(Collected data entries)
+++
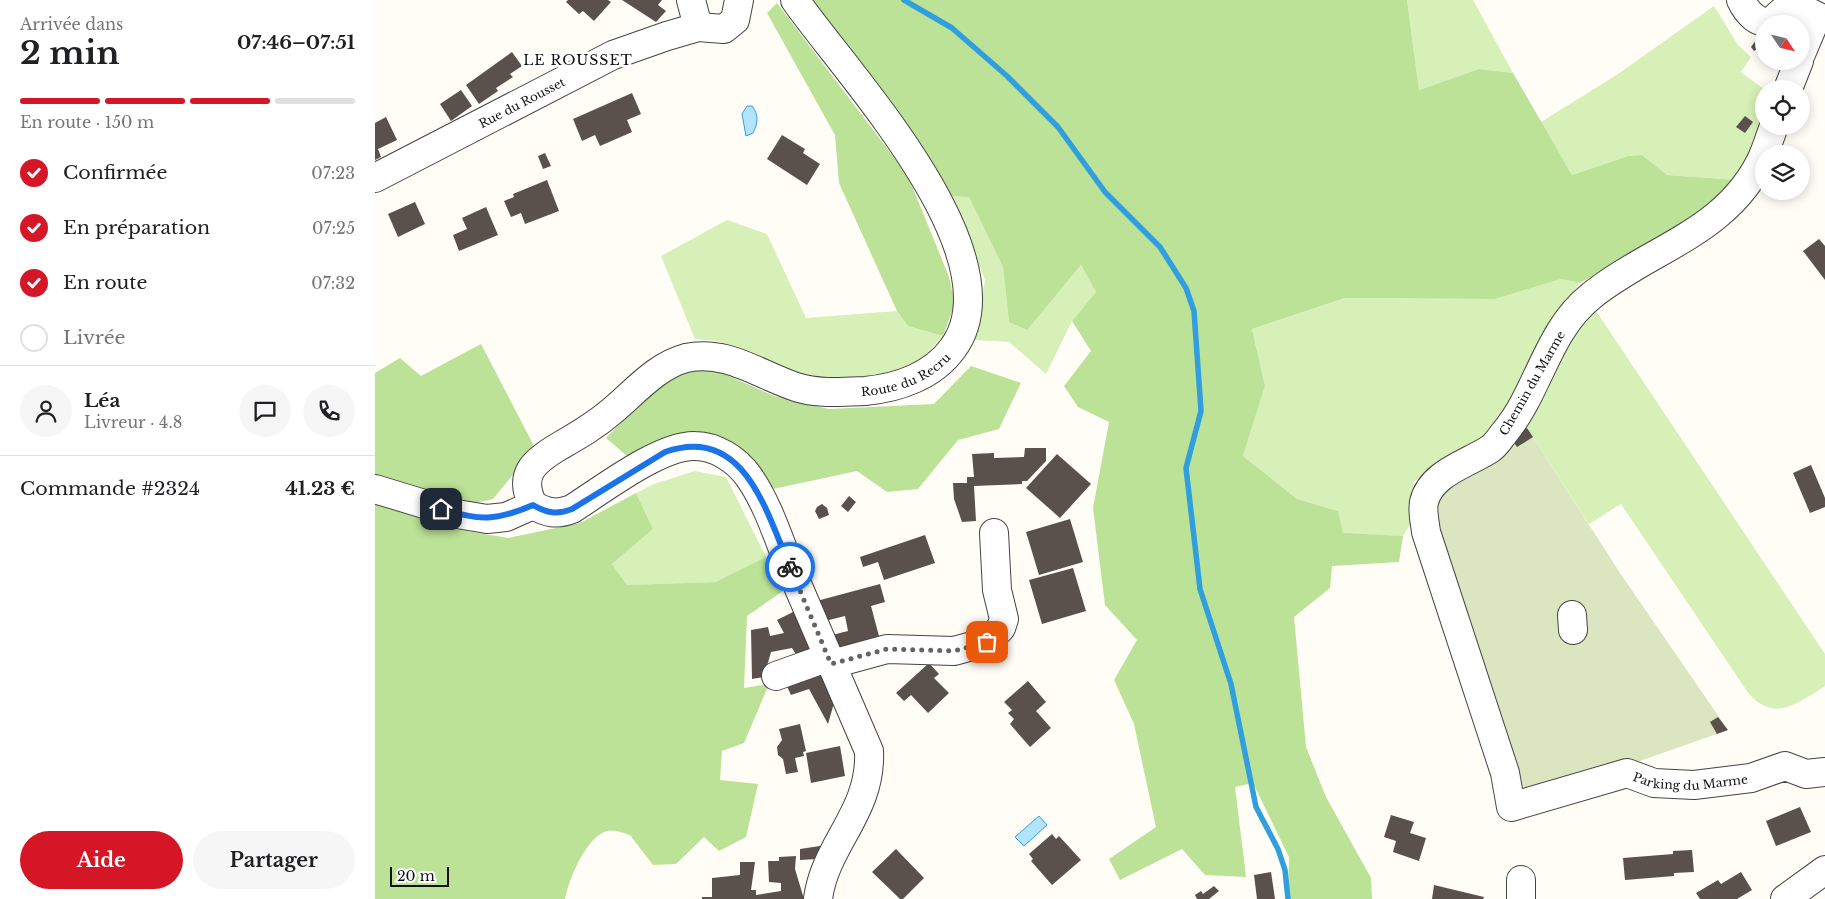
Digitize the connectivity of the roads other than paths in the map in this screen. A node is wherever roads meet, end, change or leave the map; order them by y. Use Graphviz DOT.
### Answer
graph roads {
  1 [pos="691,0"];
  2 [pos="739,0"];
  3 [pos="795,0"];
  4 [pos="1741,0"];
  5 [pos="1819,8"];
  6 [pos="698,27"];
  7 [pos="1810,31"];
  8 [pos="1755,172"];
  9 [pos="375,178"];
  10 [pos="375,489"];
  11 [pos="533,505"];
  12 [pos="994,533"];
  13 [pos="830,661"];
  14 [pos="776,676"];
  15 [pos="1825,772"];
  16 [pos="1511,807"];
  17 [pos="1825,870"];
  18 [pos="818,899"];
  19 [pos="1785,899"];
  1 -- 6 [label="street"];
  2 -- 6 [label="street, Rue du Rousset"];
  3 -- 11 [label="street, Route du Recru"];
  4 -- 5 [label="street"];
  5 -- 7 [label="street"];
  6 -- 9 [label="street, Rue du Rousset"];
  8 -- 16 [label="street, Chemin du Marme"];
  10 -- 11 [label="street"];
  11 -- 13 [label="street"];
  12 -- 13 [label="street"];
  13 -- 14 [label="street"];
  13 -- 18 [label="street"];
  15 -- 16 [label="street, Parking du Marme"];
  17 -- 19 [label="street"];
}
+++
:: Directions for this task ::
Write out all the entries precisely as given, omitting each image.

:: Completed task ::
Digitize the connectivity of the roads other than paths in the map in this screen. A node is wherever roads meet, end, change or leave the map; order them by y. Use Graphviz DOT.
### Answer
graph roads {
  1 [pos="691,0"];
  2 [pos="739,0"];
  3 [pos="795,0"];
  4 [pos="1741,0"];
  5 [pos="1819,8"];
  6 [pos="698,27"];
  7 [pos="1810,31"];
  8 [pos="1755,172"];
  9 [pos="375,178"];
  10 [pos="375,489"];
  11 [pos="533,505"];
  12 [pos="994,533"];
  13 [pos="830,661"];
  14 [pos="776,676"];
  15 [pos="1825,772"];
  16 [pos="1511,807"];
  17 [pos="1825,870"];
  18 [pos="818,899"];
  19 [pos="1785,899"];
  1 -- 6 [label="street"];
  2 -- 6 [label="street, Rue du Rousset"];
  3 -- 11 [label="street, Route du Recru"];
  4 -- 5 [label="street"];
  5 -- 7 [label="street"];
  6 -- 9 [label="street, Rue du Rousset"];
  8 -- 16 [label="street, Chemin du Marme"];
  10 -- 11 [label="street"];
  11 -- 13 [label="street"];
  12 -- 13 [label="street"];
  13 -- 14 [label="street"];
  13 -- 18 [label="street"];
  15 -- 16 [label="street, Parking du Marme"];
  17 -- 19 [label="street"];
}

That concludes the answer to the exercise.